Summit Gambit
- Christian Armbruester
- 9 minutes ago
- 1 min read

As much as the markets cheered the CPI numbers last week on Wednesday, the core inflation rate wasn’t great, and the PPI numbers on Thursday signalled trouble ahead. By Friday, optimism about the Putin-Trump summit kept equities near record highs, oil prices down, and the measure of perceived risk in the fixed income markets even lower.
According to the men themselves, there is no deal. Other than things having purportedly gone well, there was no announcement of even the most basic detail, component, factor, or aspect that could be considered to form the basis of an understanding that there is enough of a consensus to move forward on anything that could be deemed important.
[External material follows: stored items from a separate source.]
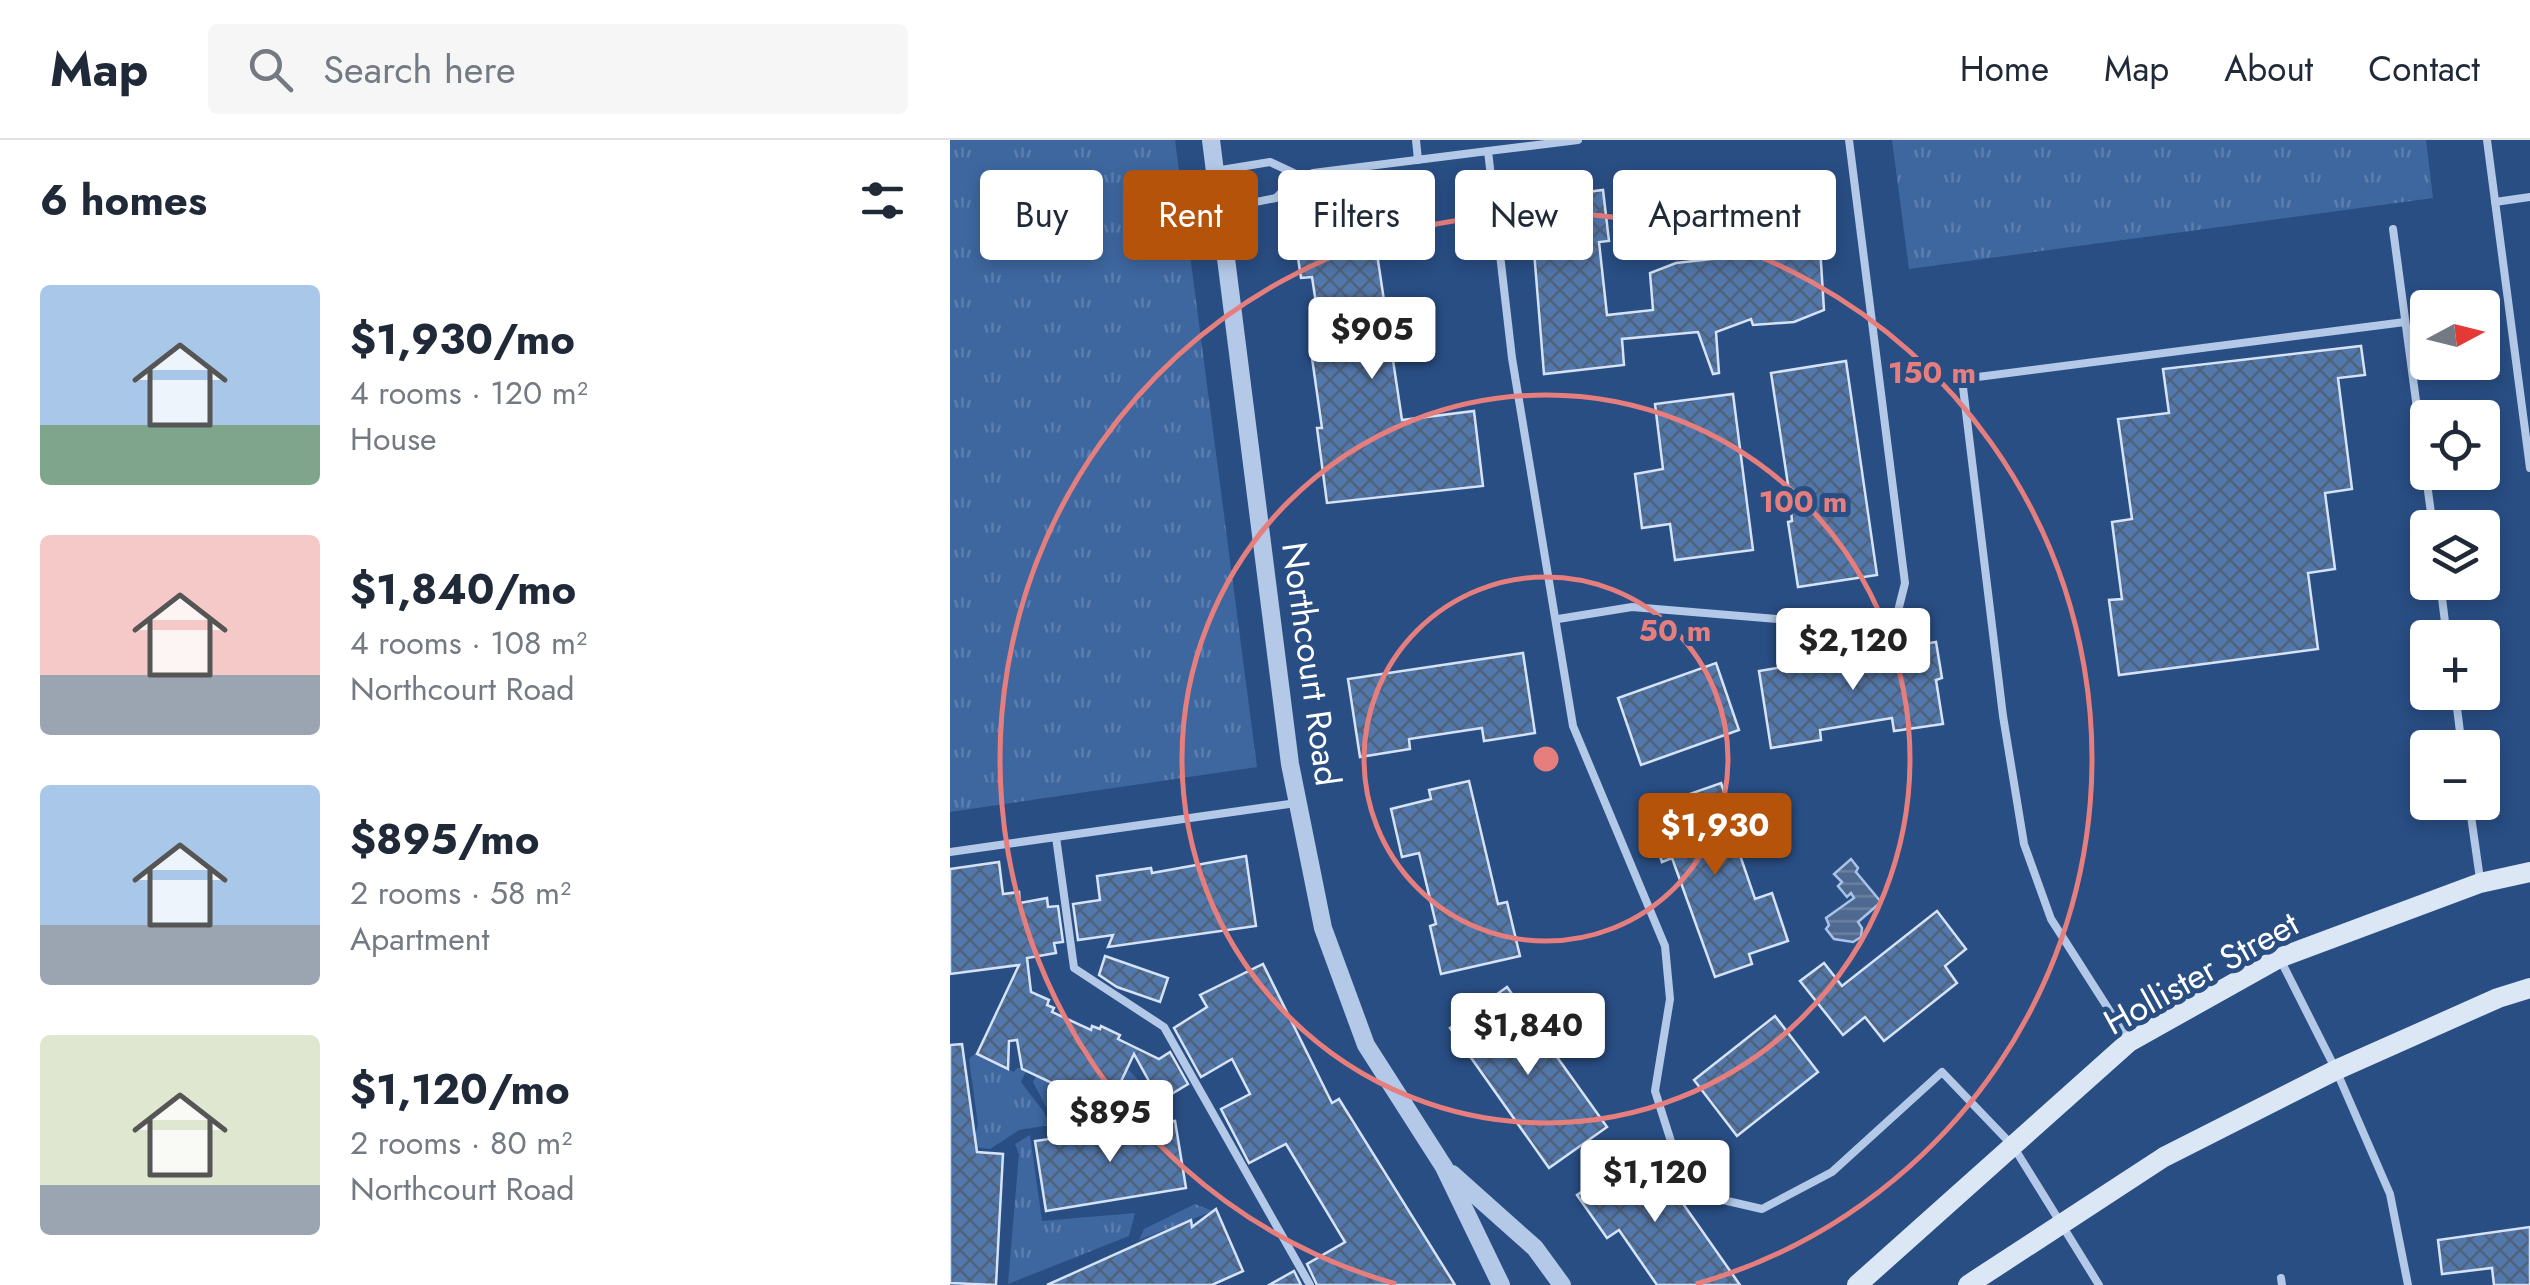 <!DOCTYPE html>
<html lang="en">
<head>
<meta charset="utf-8">
<style>
	:root { --surface:#fff; --page:#f6f6f7; --text:#1f2937; --muted:#747a83; --line:#e0e1e3; --accent:#b45309 }
	body { margin:0; font-family:Jost,sans-serif; background:var(--page); color:var(--text); height:100vh; display:flex; flex-direction:column; font-size:38px; white-space:nowrap }
	* { box-sizing:border-box; margin:0 }
	p { font-size:32px; color:var(--muted) }
	.icon { flex:none; width:55px; height:55px; fill:none; stroke:currentColor; stroke-width:2; stroke-linecap:round; stroke-linejoin:round }
	.map { position:relative; flex:1; overflow:hidden }
	.side { display:flex; flex-direction:column; background:var(--surface); width:950px }
	.side>* { flex:none }
	.hud { position:absolute; left:30px; top:30px; width:950px; height:90px; display:flex; gap:20px }
	.needle { width:65px; rotate:83deg }
	.fabs { position:absolute; left:1460px; top:150px; display:grid; gap:20px }
	.fabs a { display:grid; place-items:center; width:90px; height:90px; border-radius:10px; background:var(--surface); box-shadow:0 5px 15px #0003; font-size:50px }
	.price { position:absolute; translate:-50% -85px; padding:0 22px; border-radius:10px; background:#fff; color:#222; font-size:32px; line-height:65px; filter:drop-shadow(0 2px 5px #0008) }
	.price::after { content:''; position:absolute; left:50%; top:60px; width:30px; height:22px; margin-left:-15px; background:inherit; clip-path:polygon(0 0,100% 0,50% 100%) }
	.price.selected { background:var(--accent); color:#fff }
	ul { padding:0; list-style:none }
	li { display:flex; align-items:center; gap:30px; height:250px; padding:0 40px }
	li span { display:grid; place-items:center; flex:none; width:280px; height:200px; border-radius:10px; color:#555 }
	li>.icon { margin-inline-start:auto }
	span .icon { width:120px; height:120px; fill:#fffc; stroke-width:1 }
	li b { font-size:42px }
	h2 { display:flex; justify-content:space-between; align-items:center; height:120px; padding:0 40px; font-size:42px }
	.tag { padding:0 35px; border-radius:10px; background:var(--surface); box-shadow:0 5px 15px #0003; font-size:35px; line-height:90px }
	.tag.selected { background:var(--accent); color:#fff }
	header { display:flex; align-items:center; gap:60px; box-sizing:border-box; height:140px; padding:0 50px; background:var(--surface); border-bottom:2px solid var(--line) }
	header strong { font-size:48px }
	nav { display:flex; gap:55px; margin-inline-start:auto; font-size:35px }
	.search { width:700px; height:90px; background:var(--page); display:flex; align-items:center; gap:25px; box-sizing:border-box; padding:0 35px; border-radius:10px; color:var(--muted); font-size:38px }
	main { display:flex; flex:1; min-height:0 }
	.map>svg:first-child { display:block }
	.grass { fill:url(#grass-tufts) }
	.water { fill:url(#water-rules); stroke:#a8c3e7; stroke-width:2.5 }
	.building { fill:url(#building-cross-hatch); stroke:#d6e3f6; stroke-width:2.5 }
	.lines { fill:none; stroke-linecap:round; stroke-linejoin:round }
	.service { stroke:#b3c9e7; stroke-width:8 }
	.tertiary { stroke:#b3c9e7; stroke-width:18 }
	.secondary { stroke:#dce7f6; stroke-width:20 }
	.ring { fill:none; stroke:#e67e7e; stroke-width:5 }
	.labels { text-anchor:middle; dominant-baseline:central; stroke-width:10; stroke-linejoin:round; paint-order:stroke }
	.street-label { font-size:35px; fill:#fff; stroke:#294e84 }
	.centre { fill:#e67e7e; stroke:#294e84; stroke-width:5 }
	.ring-label { font-size:30px; text-anchor:middle; font-weight:bold; fill:#e67e7e; stroke:#294e84; stroke-width:10; stroke-linejoin:round; paint-order:stroke }
</style>
</head>
<body>
<header>
<strong>Map</strong>
<div class="search"><svg class="icon" aria-label="search" viewBox="0 0 24 24"><circle cx="10" cy="10" r="6"/><path d="M15 15l6 6"/></svg>Search here</div>
<nav><a>Home</a><a>Map</a><a>About</a><a>Contact</a></nav>
</header>
<main>
<section class="side">
<h2>6 homes<svg class="icon" aria-label="filters" viewBox="0 0 24 24"><path d="M4 7h16M4 17h16"/><circle cx="9" cy="7" r="2"/><circle cx="15" cy="17" r="2"/></svg></h2>
<ul>
<li><span style="background:linear-gradient(#a9c7e8 70%,#7fa58c 0)"><svg class="icon" aria-label="home" viewBox="0 0 24 24"><path d="M3 11l9-7 9 7M6 9v11h12V9"/></svg></span><div><b>$1,930/mo</b><p>4 rooms · 120 m²</p><p>House</p></div></li>
<li><span style="background:linear-gradient(#f6c9c9 70%,#9aa5b1 0)"><svg class="icon" aria-label="home" viewBox="0 0 24 24"><path d="M3 11l9-7 9 7M6 9v11h12V9"/></svg></span><div><b>$1,840/mo</b><p>4 rooms · 108 m²</p><p>Northcourt Road</p></div></li>
<li><span style="background:linear-gradient(#a9c7e8 70%,#9aa5b1 0)"><svg class="icon" aria-label="home" viewBox="0 0 24 24"><path d="M3 11l9-7 9 7M6 9v11h12V9"/></svg></span><div><b>$895/mo</b><p>2 rooms · 58 m²</p><p>Apartment</p></div></li>
<li><span style="background:linear-gradient(#dfe7d0 75%,#9aa5b1 0)"><svg class="icon" aria-label="home" viewBox="0 0 24 24"><path d="M3 11l9-7 9 7M6 9v11h12V9"/></svg></span><div><b>$1,120/mo</b><p>2 rooms · 80 m²</p><p>Northcourt Road</p></div></li>
</ul>
</section>
<div class="map">
<svg width="1580" height="1145" viewBox="0 0 1580 1145">
	<defs>
		<pattern id="grass-tufts" width="24" height="20" patternUnits="userSpaceOnUse" patternTransform="scale(2.5)"><rect width="24" height="20" fill="#3e67a0"/><path d="M3 7l-1-3M5 7V3M7 7l1-3M15 17l-1-3M17 17v-4M19 17l1-3" fill="none" stroke="#5b7eae"/></pattern>
		<pattern id="water-rules" width="6" height="5" patternUnits="userSpaceOnUse" patternTransform="scale(2.5)"><rect width="6" height="5" fill="#4f6990"/><path d="M0 2.5h6" fill="none" stroke="#6980a1"/></pattern>
		<pattern id="building-cross-hatch" width="8" height="8" patternUnits="userSpaceOnUse" patternTransform="scale(2.5)"><rect width="8" height="8" fill="#5277ab"/><path d="M0 0l8 8M0 8l8-8" fill="none" stroke="#4f627c"/></pattern>
	</defs>
	<rect width="100%" height="100%" fill="#294e84"/>
	<g class="grass">
		<polygon points="0,0 225,0 307,627 0,672"/>
		<polygon points="942,0 1476,0 1483,58 959,129"/>
		<polygon points="29,910 49,919 47,924 64,932 67,928 77,929 71,942 94,972 100,985 69,990 40,1009 23,1007 28,984 19,919"/>
		<polygon points="173,924 202,955 168,970 103,980 83,942 87,934 107,945 115,943 112,951 119,954 118,958 157,971 165,954 161,952"/>
		<polygon points="80,995 92,1081 185,1073 179,1096 58,1144 69,1014 65,1004"/>
		<polygon points="245,1064 263,1071 189,1100 194,1089"/>
	</g>
	<polygon class="water" points="901,719 908,728 906,732 931,762 908,782 912,788 911,797 903,802 884,799 876,789 879,785 876,778 904,758 901,753 897,757 888,746 892,742 884,734"/>
	<g class="building">
		<polygon points="653,50 659,101 649,102 657,175 703,170 700,133 726,123 870,107 874,170 844,182 803,185 801,179 766,192 769,233 763,234 748,192 672,199 674,225 594,234 584,111 578,111 572,60"/>
		<polygon points="421,74 452,280 524,271 533,346 377,363 367,288 372,288 361,211 373,209 362,137 351,138 344,91 389,84 389,79"/>
		<polygon points="1411,206 1415,235 1388,238 1402,349 1375,353 1385,429 1358,433 1368,509 1169,535 1159,460 1172,459 1162,382 1182,379 1168,279 1219,273 1213,229"/>
		<polygon points="896,221 927,435 848,447 838,382 842,381 839,351 821,233"/>
		<polygon points="783,254 803,410 725,420 720,384 692,388 685,334 713,329 705,264"/>
		<polygon points="986,502 992,538 986,540 993,584 944,591 942,578 870,590 871,600 821,608 809,531"/>
		<polygon points="573,513 585,593 534,601 532,588 459,599 460,609 410,617 398,539"/>
		<polygon points="766,523 789,590 691,625 668,558"/>
		<polygon points="519,641 548,764 557,762 570,816 491,834 480,786 486,784 469,713 452,717 441,669 481,659 479,650"/>
		<polygon points="771,643 786,687 781,689 805,759 822,753 838,801 799,814 802,824 765,837 722,718 712,722 694,670"/>
		<polygon points="296,716 306,786 158,807 163,795 128,800 123,764 150,760 147,736 201,728 202,733"/>
		<polygon points="49,722 53,754 69,752 70,763 97,758 98,767 108,766 113,802 104,803 106,813 77,818 81,852 99,860 97,865 104,868 102,872 141,890 142,886 150,889 151,886 170,895 168,899 209,919 220,912 238,944 210,961 184,914 155,975 117,957 119,954 111,951 113,948 72,929 67,900 59,901 58,929 27,914 69,825 0,834 0,729"/>
		<polygon points="987,771 1016,809 995,826 1007,843 934,901 915,877 893,895 850,841 874,823 892,846"/>
		<polygon points="155,816 218,838 210,862 167,847 149,835"/>
		<polygon points="313,824 382,963 389,959 505,1145 367,1145 357,1124 395,1102 336,1004 299,1023 271,969 300,954 282,919 251,937 224,888 257,867 250,855"/>
		<polygon points="557,847 657,987 599,1028 500,888"/>
		<polygon points="825,876 868,932 787,996 744,940"/>
		<polygon points="12,904 27,1012 53,1014 46,1145 0,1143 0,905"/>
		<polygon points="225,981 236,1048 96,1071 85,1001"/>
		<polygon points="694,1008 790,1145 707,1145 669,1090 657,1098 627,1055"/>
		<polygon points="266,1069 293,1131 262,1145 97,1145 241,1080 242,1087"/>
		<polygon points="1580,1087 1580,1145 1544,1145 1542,1128 1492,1134 1488,1100"/>
		<polygon points="344,1131 351,1145 319,1145"/>
	</g>
	<g class="lines">
		<g class="service">
			<polyline points="466,0 468,20"/>
			<polyline points="1537,0 1580,328"/>
			<polyline points="538,11 628,0"/>
			<polyline points="265,31 320,22 348,35 326,58 270,69"/>
			<polyline points="363,33 538,11 562,218 623,586 715,806 720,859 705,951 726,1017 773,1060 812,1069 882,1032 992,932 1063,1006 1149,1145"/>
			<polyline points="1545,62 1580,57"/>
			<polyline points="1443,89 1483,388"/>
			<polyline points="1490,442 1497,498"/>
			<polyline points="608,479 682,467 912,486 947,475 955,443 899,0"/>
			<polyline points="1505,552 1512,608"/>
			<polyline points="1519,662 1530,739"/>
			<polyline points="106,697 124,828 214,887 360,1145"/>
			<polyline points="0,712 346,663"/>
			<polyline points="1331,821 1386,930 1440,1054 1458,1145"/>
			<polyline points="1177,898 1101,779 1074,704 1053,576 1012,239 1455,182"/>
			<polyline points="1331,1138 1332,1145"/>
		</g>
		<g class="tertiary">
			<polyline points="261,0 340,624 373,788 416,905 494,1027 551,1145"/>
			<polyline points="502,1034 585,1108 612,1145"/>
		</g>
		<g class="secondary">
			<polyline points="907,1145 1179,902 1329,818 1530,743 1580,732"/>
			<polyline points="1018,1145 1214,1017 1386,930 1548,858 1580,848"/>
		</g>
	</g>
	<g class="ring">
		<circle cx="596" cy="619" r="182"/>
		<circle cx="596" cy="619" r="364"/>
		<path d="M446 1144A546 546 0 1 1 746 1144"/>
	</g>
	<g class="labels">
		<g class="street-label">
			<text transform="translate(361 524) rotate(82)">Northcourt Road</text>
			<text transform="translate(1251 833) rotate(-29)">Hollister Street</text>
		</g>
	</g>
	<circle cx="596" cy="619" r="15" class="centre"/>
	<g class="ring-label">
		<text x="982" y="243">150 m</text>
		<text x="853" y="372">100 m</text>
		<text x="725" y="501">50 m</text>
	</g>
</svg>
<div class="fabs">
<a><svg class="needle" viewBox="-14 -14 28 28"><path d="M0-13l5 13h-10z" fill="#e53935"/><path d="M0 13l5-13h-10z" fill="#747a83"/></svg></a>
<a><svg class="icon" aria-label="locate" viewBox="0 0 24 24"><circle cx="12" cy="12" r="6"/><path d="M12 2v4M12 18v4M2 12h4M18 12h4"/></svg></a>
<a><svg class="icon" aria-label="layers" viewBox="0 0 24 24"><path d="M12 4l9 5-9 5-9-5zM3 14l9 5 9-5"/></svg></a>
<a>+</a>
<a>−</a>
</div>
<b class="price" style="left:422px;top:242px">$905</b>
<b class="price" style="left:903px;top:553px">$2,120</b>
<b class="price selected" style="left:765px;top:738px">$1,930</b>
<b class="price" style="left:578px;top:938px">$1,840</b>
<b class="price" style="left:160px;top:1025px">$895</b>
<b class="price" style="left:705px;top:1085px">$1,120</b>
<div class="hud">
<a class="tag">Buy</a>
<a class="tag selected">Rent</a>
<a class="tag">Filters</a>
<a class="tag">New</a>
<a class="tag">Apartment</a>
</div>
</div>
</main>
</body>
</html>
That should come as no surprise. Strategy speaks loudest in silence, and leverage is lost the moment it’s revealed. What we do know is that whatever was discussed on Friday will probably impact the world in ways that we could not possibly hope to fathom for the next twenty years. So, where does that leave the markets on Monday?
Probably not too far from where we left off last week. After all, we didn’t get any bad news either, and we are still expecting multiple rate cuts by the end of the year. Earnings have also been good with more than 80% of S&P 500 companies beating expectations, and it’s not like we will be watching less Netflix or ordering less from Amazon because we didn’t get peace on earth.